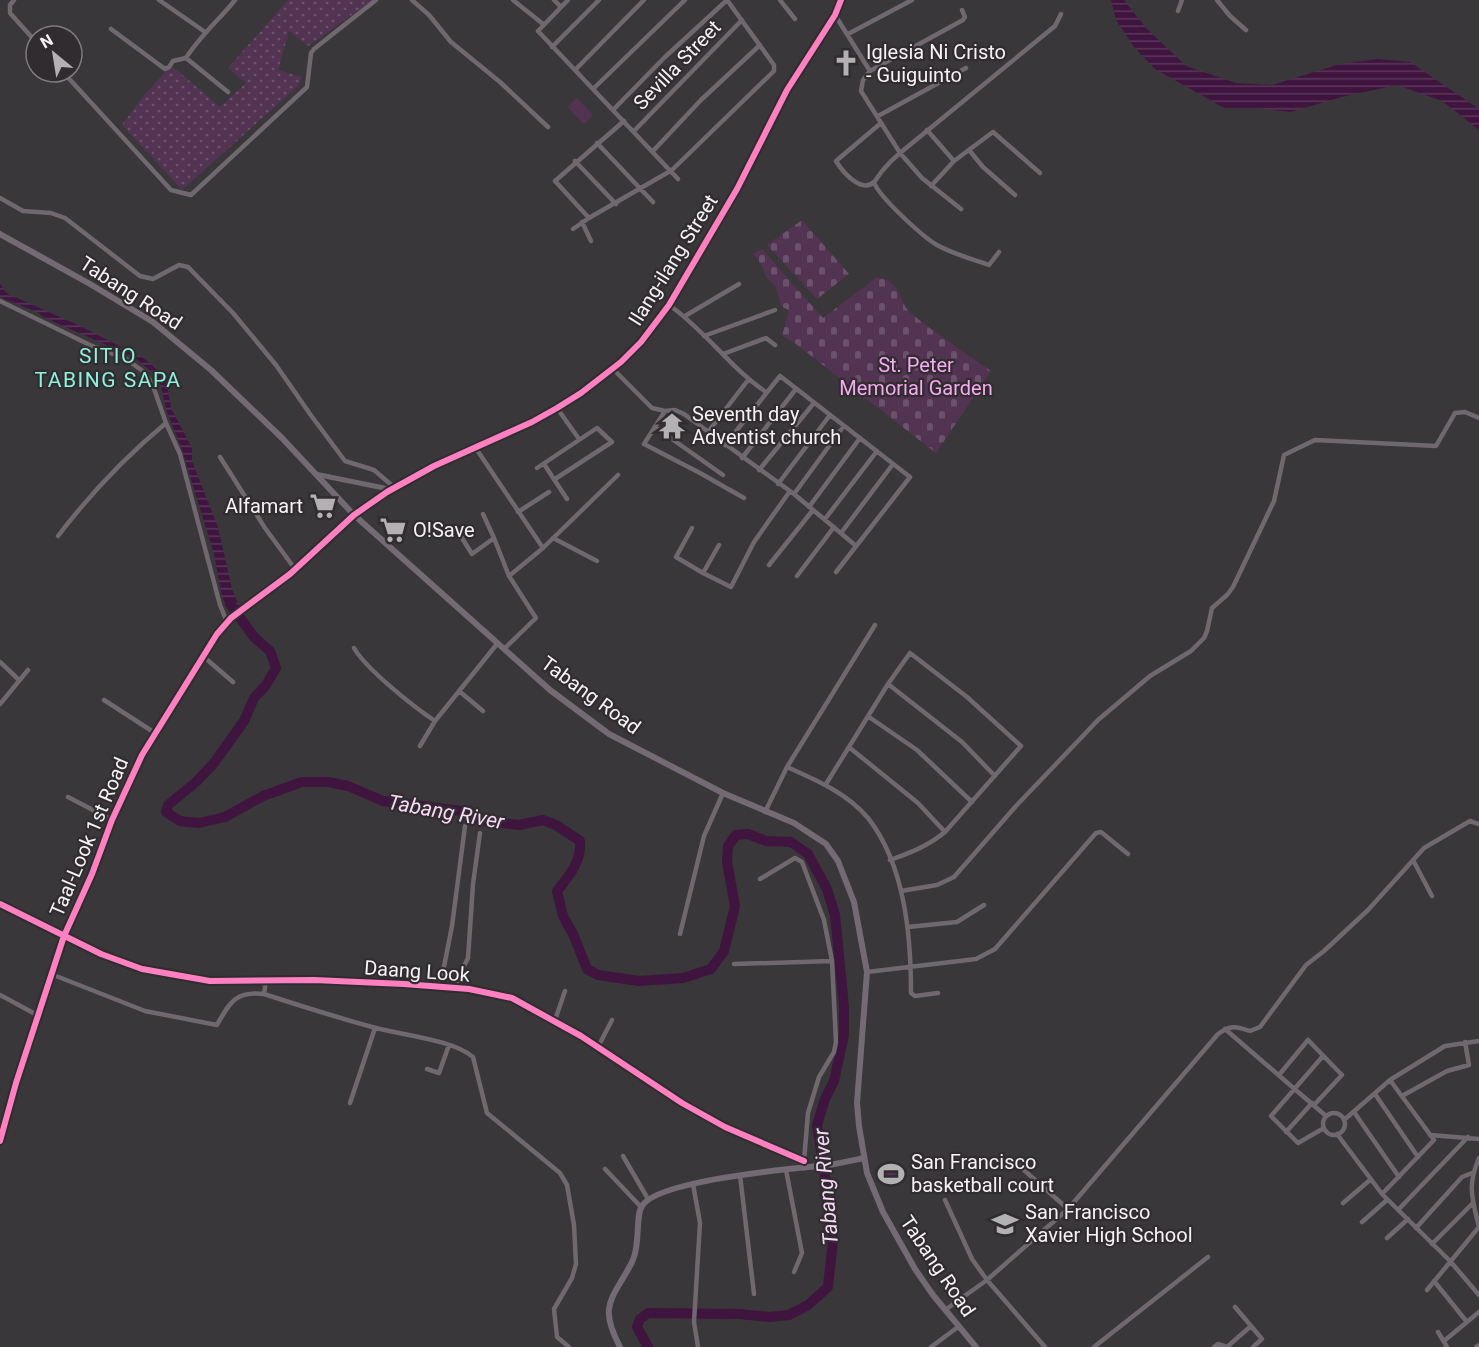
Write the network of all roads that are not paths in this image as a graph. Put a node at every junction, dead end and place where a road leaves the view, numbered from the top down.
1 (14, 0) edge
2 (159, 0) edge
3 (235, 0) edge
4 (376, 0) edge
5 (412, 0) edge
6 (513, 0) edge
7 (554, 0) edge
8 (568, 0) edge
9 (599, 0) edge
10 (644, 0) edge
11 (685, 0) edge
12 (727, 0) edge
13 (780, 0) edge
14 (842, 0) edge
15 (912, 0) edge
16 (1182, 0) edge
17 (1217, 0) edge
18 (561, 7) junction
19 (962, 10) dead end
20 (1178, 11) dead end
21 (1061, 14) dead end
22 (835, 15) junction
23 (795, 19) dead end
24 (742, 20) junction
25 (543, 24) junction
26 (24, 29) edge
27 (111, 29) dead end
28 (1246, 30) dead end
29 (205, 32) junction
30 (848, 34) junction
31 (760, 45) junction
32 (552, 47) junction
33 (186, 58) junction
34 (966, 68) dead end
35 (575, 70) junction
36 (870, 70) junction
37 (74, 84) edge
38 (593, 89) junction
39 (228, 92) dead end
40 (613, 110) junction
41 (878, 116) junction
42 (624, 121) junction
43 (881, 123) junction
44 (548, 127) dead end
45 (927, 130) junction
46 (634, 131) junction
47 (597, 143) junction
48 (969, 150) junction
49 (653, 151) junction
50 (900, 153) junction
51 (575, 161) junction
52 (954, 161) junction
53 (672, 170) junction
54 (1040, 173) dead end
55 (678, 179) dead end
56 (874, 182) junction
57 (932, 186) junction
58 (641, 189) junction
59 (1015, 195) dead end
60 (0, 198) edge
61 (653, 202) dead end
62 (616, 204) junction
63 (961, 209) dead end
64 (589, 218) junction
65 (582, 222) junction
66 (573, 230) dead end
67 (0, 234) edge
68 (591, 241) dead end
69 (999, 252) dead end
70 (739, 284) dead end
71 (0, 300) edge
72 (669, 305) junction
73 (775, 310) dead end
74 (684, 316) junction
75 (704, 336) junction
76 (775, 345) dead end
77 (723, 354) junction
78 (613, 369) junction
79 (748, 380) junction
80 (796, 389) junction
81 (766, 392) junction
82 (814, 403) junction
83 (557, 408) junction
84 (665, 411) junction
85 (830, 415) junction
86 (1479, 418) edge
87 (166, 423) junction
88 (655, 427) junction
89 (843, 427) junction
90 (708, 432) junction
91 (860, 438) junction
92 (579, 439) junction
93 (725, 445) junction
94 (475, 447) junction
95 (877, 451) junction
96 (220, 457) dead end
97 (742, 458) junction
98 (544, 464) junction
99 (893, 464) junction
100 (537, 468) dead end
101 (759, 470) junction
102 (314, 474) junction
103 (618, 475) dead end
104 (723, 475) dead end
105 (555, 479) junction
106 (778, 484) junction
107 (395, 488) junction
108 (387, 492) junction
109 (549, 492) dead end
110 (792, 493) junction
111 (744, 498) dead end
112 (567, 499) dead end
113 (811, 508) junction
114 (518, 512) junction
115 (483, 514) dead end
116 (354, 515) junction
117 (825, 519) junction
118 (834, 526) junction
119 (692, 528) dead end
120 (457, 530) dead end
121 (841, 533) junction
122 (58, 536) dead end
123 (494, 538) junction
124 (554, 538) junction
125 (718, 545) dead end
126 (855, 545) junction
127 (543, 548) junction
128 (669, 554) dead end
129 (676, 557) junction
130 (597, 561) dead end
131 (770, 565) dead end
132 (295, 569) junction
133 (836, 572) dead end
134 (703, 573) junction
135 (509, 576) junction
136 (797, 576) dead end
137 (229, 620) junction
138 (875, 626) dead end
139 (497, 644) junction
140 (354, 648) dead end
141 (504, 649) junction
142 (204, 657) junction
143 (0, 662) edge
144 (28, 670) dead end
145 (19, 680) junction
146 (233, 682) dead end
147 (888, 684) junction
148 (459, 691) junction
149 (104, 700) dead end
150 (0, 704) edge
151 (483, 711) dead end
152 (869, 717) junction
153 (435, 721) junction
154 (155, 733) junction
155 (420, 746) dead end
156 (850, 747) junction
157 (787, 767) junction
158 (995, 776) junction
159 (826, 784) junction
160 (723, 793) junction
161 (69, 797) dead end
162 (972, 802) junction
163 (765, 812) junction
164 (112, 820) junction
165 (1479, 824) edge
166 (465, 826) dead end
167 (945, 832) junction
168 (480, 833) dead end
169 (1128, 854) dead end
170 (890, 860) junction
171 (1413, 860) junction
172 (760, 879) dead end
173 (901, 891) junction
174 (1432, 896) dead end
175 (0, 904) edge
176 (984, 905) dead end
177 (908, 927) junction
178 (680, 934) dead end
179 (64, 936) junction
180 (832, 961) junction
181 (734, 964) dead end
182 (911, 968) junction
183 (867, 972) junction
184 (51, 974) junction
185 (266, 981) junction
186 (440, 987) junction
187 (457, 988) junction
188 (566, 991) dead end
189 (938, 993) dead end
190 (264, 994) junction
191 (0, 995) edge
192 (39, 1016) junction
193 (555, 1020) junction
194 (612, 1020) dead end
195 (375, 1028) junction
196 (1225, 1029) junction
197 (1479, 1041) edge
198 (1465, 1042) junction
199 (449, 1045) junction
200 (598, 1047) junction
201 (1323, 1056) junction
202 (427, 1069) dead end
203 (1279, 1075) junction
204 (1390, 1080) junction
205 (1295, 1089) junction
206 (1375, 1094) junction
207 (1402, 1096) junction
208 (350, 1103) dead end
209 (1313, 1104) junction
210 (1354, 1112) junction
211 (1326, 1116) junction
212 (1344, 1120) junction
213 (1324, 1128) junction
214 (1286, 1132) junction
215 (1337, 1134) junction
216 (1430, 1135) junction
217 (1468, 1137) junction
218 (1479, 1138) edge
219 (0, 1141) edge
220 (622, 1156) dead end
221 (1418, 1157) junction
222 (864, 1158) junction
223 (1479, 1158) edge
224 (804, 1164) junction
225 (1017, 1164) dead end
226 (605, 1169) dead end
227 (786, 1170) junction
228 (1472, 1173) junction
229 (740, 1175) junction
230 (1399, 1177) junction
231 (1370, 1180) junction
232 (693, 1184) junction
233 (1382, 1194) junction
234 (648, 1199) junction
235 (945, 1200) dead end
236 (1387, 1200) junction
237 (1343, 1203) dead end
238 (1473, 1203) junction
239 (641, 1207) junction
240 (1068, 1209) junction
241 (1398, 1210) junction
242 (1408, 1219) junction
243 (1362, 1222) dead end
244 (1479, 1227) edge
245 (1416, 1228) junction
246 (1387, 1238) dead end
247 (1432, 1244) junction
248 (1208, 1257) dead end
249 (1450, 1261) junction
250 (794, 1272) dead end
251 (987, 1280) junction
252 (1434, 1281) junction
253 (1426, 1290) dead end
254 (754, 1294) dead end
255 (1479, 1295) edge
256 (1235, 1307) dead end
257 (945, 1310) junction
258 (1479, 1312) edge
259 (1467, 1322) junction
260 (1251, 1326) junction
261 (958, 1327) junction
262 (1438, 1332) dead end
263 (1444, 1341) junction
264 (569, 1347) edge
265 (620, 1347) edge
266 (698, 1347) edge
267 (931, 1347) edge
268 (976, 1347) edge
269 (1045, 1347) edge
270 (1094, 1347) edge
271 (1214, 1347) edge
272 (1253, 1347) edge
273 (1447, 1347) edge

1 - 26 street
2 - 29 street
3 - 29 street
4 - 37 street
5 - 44 street
6 - 25 street
7 - 18 street
8 - 18 street
9 - 32 street
10 - 35 street
11 - 38 street
12 - 24 street
12 - 40 street
13 - 23 street
14 - 22 street, Ilang-ilang Street
15 - 30 street
16 - 20 street
17 - 28 street
18 - 25 street
19 - 36 street
21 - 45 street
22 - 30 street
22 - 72 street, Ilang-ilang Street
24 - 31 street
24 - 46 street, Sevilla Street
25 - 32 street
27 - 33 street
29 - 33 street
30 - 36 street
31 - 49 street
31 - 53 street
32 - 35 street
33 - 39 street
34 - 41 street
35 - 38 street
36 - 41 street
38 - 40 street
40 - 42 street
41 - 43 street
42 - 46 street
42 - 47 street
43 - 50 street
43 - 56 street
45 - 50 street
45 - 52 street
46 - 49 street
47 - 51 street
47 - 58 street
48 - 52 street
48 - 54 street
48 - 59 street
49 - 53 street
50 - 56 street
50 - 57 street
51 - 62 street
51 - 64 street
52 - 57 street
53 - 55 street
53 - 58 street
56 - 69 street
57 - 63 street
58 - 61 street
58 - 62 street
60 - 107 street
62 - 64 street
64 - 65 street
65 - 66 street
65 - 68 street
67 - 102 main road, Tabang Road
70 - 74 street
71 - 87 street
72 - 74 street
72 - 78 street, Ilang-ilang Street
73 - 75 street
74 - 75 street
75 - 77 street
76 - 77 street
77 - 79 street
78 - 83 street, Ilang-ilang Street
78 - 84 street
79 - 81 street
79 - 90 street
80 - 81 street
80 - 82 street
80 - 97 street
81 - 93 street
82 - 85 street
82 - 101 street
83 - 92 street
83 - 94 street, Ilang-ilang Street
84 - 88 street
84 - 90 street
85 - 89 street
85 - 106 street
86 - 173 street
87 - 122 street
87 - 137 street
88 - 104 street
88 - 111 street
89 - 91 street
89 - 110 street
90 - 93 street
91 - 95 street
91 - 113 street
92 - 98 street
92 - 105 street
93 - 97 street
94 - 107 street, Ilang-ilang Street
94 - 114 street
95 - 99 street
95 - 117 street
96 - 132 street
97 - 101 street
98 - 100 street
98 - 105 street
99 - 121 street
99 - 126 street
101 - 106 street
102 - 108 street
102 - 116 main road, Tabang Road
103 - 124 street
105 - 112 street
106 - 110 street
107 - 108 street, Ilang-ilang Street
108 - 116 street, Taal-Look 1st Road
109 - 114 street
110 - 113 street
110 - 134 street
113 - 117 street
113 - 131 street
114 - 127 street
115 - 123 street
116 - 132 street, Taal-Look 1st Road
116 - 139 main road, Tabang Road
117 - 118 street
118 - 121 street
118 - 136 street
119 - 129 street
120 - 123 street
121 - 126 street
123 - 135 street
124 - 127 street
124 - 130 street
125 - 134 street
126 - 133 street
127 - 135 street
128 - 129 street
129 - 134 street
132 - 137 street, Taal-Look 1st Road
135 - 141 street
137 - 142 street, Taal-Look 1st Road
138 - 157 street
139 - 141 main road, Tabang Road
139 - 148 street
140 - 153 street
141 - 160 main road, Tabang Road
142 - 146 street
142 - 154 street, Taal-Look 1st Road
143 - 145 street
144 - 145 street
145 - 150 street
147 - 152 street
147 - 158 street
147 - 158 street
148 - 151 street
148 - 153 street
149 - 154 street
152 - 156 street
152 - 162 street
153 - 155 street
154 - 164 street, Taal-Look 1st Road
156 - 159 street
156 - 167 street
157 - 159 street
157 - 163 street
158 - 162 street
159 - 170 street
160 - 163 main road, Tabang Road
160 - 178 street
161 - 164 street
162 - 167 street
163 - 183 main road, Tabang Road
164 - 179 street, Taal-Look 1st Road
165 - 171 street
166 - 186 street
167 - 170 street
168 - 187 street
169 - 182 street
170 - 173 street
171 - 174 street
171 - 196 street
172 - 180 street
173 - 177 street
175 - 179 street, Daang Look
176 - 177 street
177 - 182 street
179 - 184 street, Taal-Look 1st Road
179 - 185 street, Daang Look
180 - 181 street
180 - 224 street
182 - 183 street
182 - 189 street
183 - 222 main road, Tabang Road
184 - 190 street
184 - 192 street, Taal-Look 1st Road
185 - 186 street, Daang Look
185 - 190 street
186 - 187 street, Daang Look
187 - 193 street, Daang Look
188 - 193 street
190 - 195 street
191 - 192 street
192 - 219 street, Taal-Look 1st Road
193 - 200 street, Daang Look
194 - 200 street
195 - 199 street
195 - 208 street
196 - 203 street
196 - 240 street
197 - 198 street
198 - 204 street
198 - 207 street
199 - 202 street
199 - 264 street
200 - 224 street, Daang Look
201 - 203 street
201 - 205 street
201 - 209 street
203 - 205 street
204 - 206 street
204 - 207 street
205 - 209 street
205 - 214 street
206 - 210 street
206 - 221 street
207 - 216 street
209 - 211 street
209 - 214 street
210 - 212 street
210 - 230 street
211 - 212 street
211 - 213 street
212 - 215 street
213 - 214 street
213 - 215 street
215 - 231 street
216 - 217 street
216 - 221 street
217 - 218 street
217 - 241 street
220 - 234 street
221 - 230 street
222 - 224 main road
222 - 257 main road, Tabang Road
223 - 228 street
224 - 227 main road
225 - 240 street
226 - 239 street
227 - 229 main road
227 - 250 street
228 - 238 street
228 - 245 street
229 - 232 main road
229 - 254 street
230 - 233 street
231 - 233 street
231 - 237 street
232 - 234 main road
232 - 266 street
233 - 236 street
234 - 239 main road
235 - 251 street
236 - 241 street
236 - 243 street
238 - 244 street
238 - 247 street
239 - 265 main road
240 - 251 street
241 - 242 street
242 - 245 street
242 - 246 street
244 - 249 street
245 - 247 street
247 - 249 street
248 - 270 street
249 - 252 street
249 - 255 street
251 - 257 street
251 - 269 street
252 - 253 street
252 - 259 street
256 - 260 street
257 - 261 main road, Tabang Road
258 - 259 street
259 - 263 street
260 - 271 street
260 - 272 street
261 - 267 street
261 - 268 main road, Tabang Road
262 - 263 street
263 - 273 street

Exercise directions >> Scan the data above for the word "Taal", then copy every line that holds it.

Written answer >>
108 - 116 street, Taal-Look 1st Road
116 - 132 street, Taal-Look 1st Road
132 - 137 street, Taal-Look 1st Road
137 - 142 street, Taal-Look 1st Road
142 - 154 street, Taal-Look 1st Road
154 - 164 street, Taal-Look 1st Road
164 - 179 street, Taal-Look 1st Road
179 - 184 street, Taal-Look 1st Road
184 - 192 street, Taal-Look 1st Road
192 - 219 street, Taal-Look 1st Road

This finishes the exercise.